§ **PROMPT**
Find the word "Autostrada" in the listing below. Copy every line that has it.
-- DATA FOR ANALYSIS follows --
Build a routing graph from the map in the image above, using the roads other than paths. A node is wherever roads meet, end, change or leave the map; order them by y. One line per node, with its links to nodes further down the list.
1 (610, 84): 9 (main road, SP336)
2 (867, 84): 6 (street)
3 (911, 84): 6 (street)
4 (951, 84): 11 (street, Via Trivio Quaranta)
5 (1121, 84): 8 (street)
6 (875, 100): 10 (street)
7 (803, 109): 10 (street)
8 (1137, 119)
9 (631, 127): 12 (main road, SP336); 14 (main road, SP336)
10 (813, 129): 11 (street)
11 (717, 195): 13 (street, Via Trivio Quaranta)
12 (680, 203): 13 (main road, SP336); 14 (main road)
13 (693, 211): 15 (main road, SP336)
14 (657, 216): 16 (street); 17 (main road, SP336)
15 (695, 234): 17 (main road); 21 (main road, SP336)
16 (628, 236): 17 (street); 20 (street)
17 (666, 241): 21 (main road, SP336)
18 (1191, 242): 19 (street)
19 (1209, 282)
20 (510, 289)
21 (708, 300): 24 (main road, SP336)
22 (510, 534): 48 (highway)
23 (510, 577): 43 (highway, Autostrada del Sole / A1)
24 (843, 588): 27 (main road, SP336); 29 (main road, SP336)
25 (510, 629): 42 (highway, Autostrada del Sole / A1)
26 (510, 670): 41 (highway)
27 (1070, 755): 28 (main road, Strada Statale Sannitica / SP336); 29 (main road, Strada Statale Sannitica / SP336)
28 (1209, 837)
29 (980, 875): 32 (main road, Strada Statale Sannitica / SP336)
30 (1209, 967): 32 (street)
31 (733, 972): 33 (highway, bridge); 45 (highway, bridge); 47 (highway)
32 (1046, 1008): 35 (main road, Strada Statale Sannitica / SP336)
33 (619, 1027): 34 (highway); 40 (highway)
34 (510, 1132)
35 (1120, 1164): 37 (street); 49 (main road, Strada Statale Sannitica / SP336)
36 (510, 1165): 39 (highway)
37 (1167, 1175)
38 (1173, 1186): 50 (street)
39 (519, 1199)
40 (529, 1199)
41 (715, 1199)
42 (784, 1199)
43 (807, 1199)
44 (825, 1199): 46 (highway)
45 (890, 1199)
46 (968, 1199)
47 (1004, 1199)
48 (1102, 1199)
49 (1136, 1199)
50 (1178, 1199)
-- DATA FOR ANALYSIS concluded --
§ **EXERCISE RESULT**
23 (510, 577): 43 (highway, Autostrada del Sole / A1)
25 (510, 629): 42 (highway, Autostrada del Sole / A1)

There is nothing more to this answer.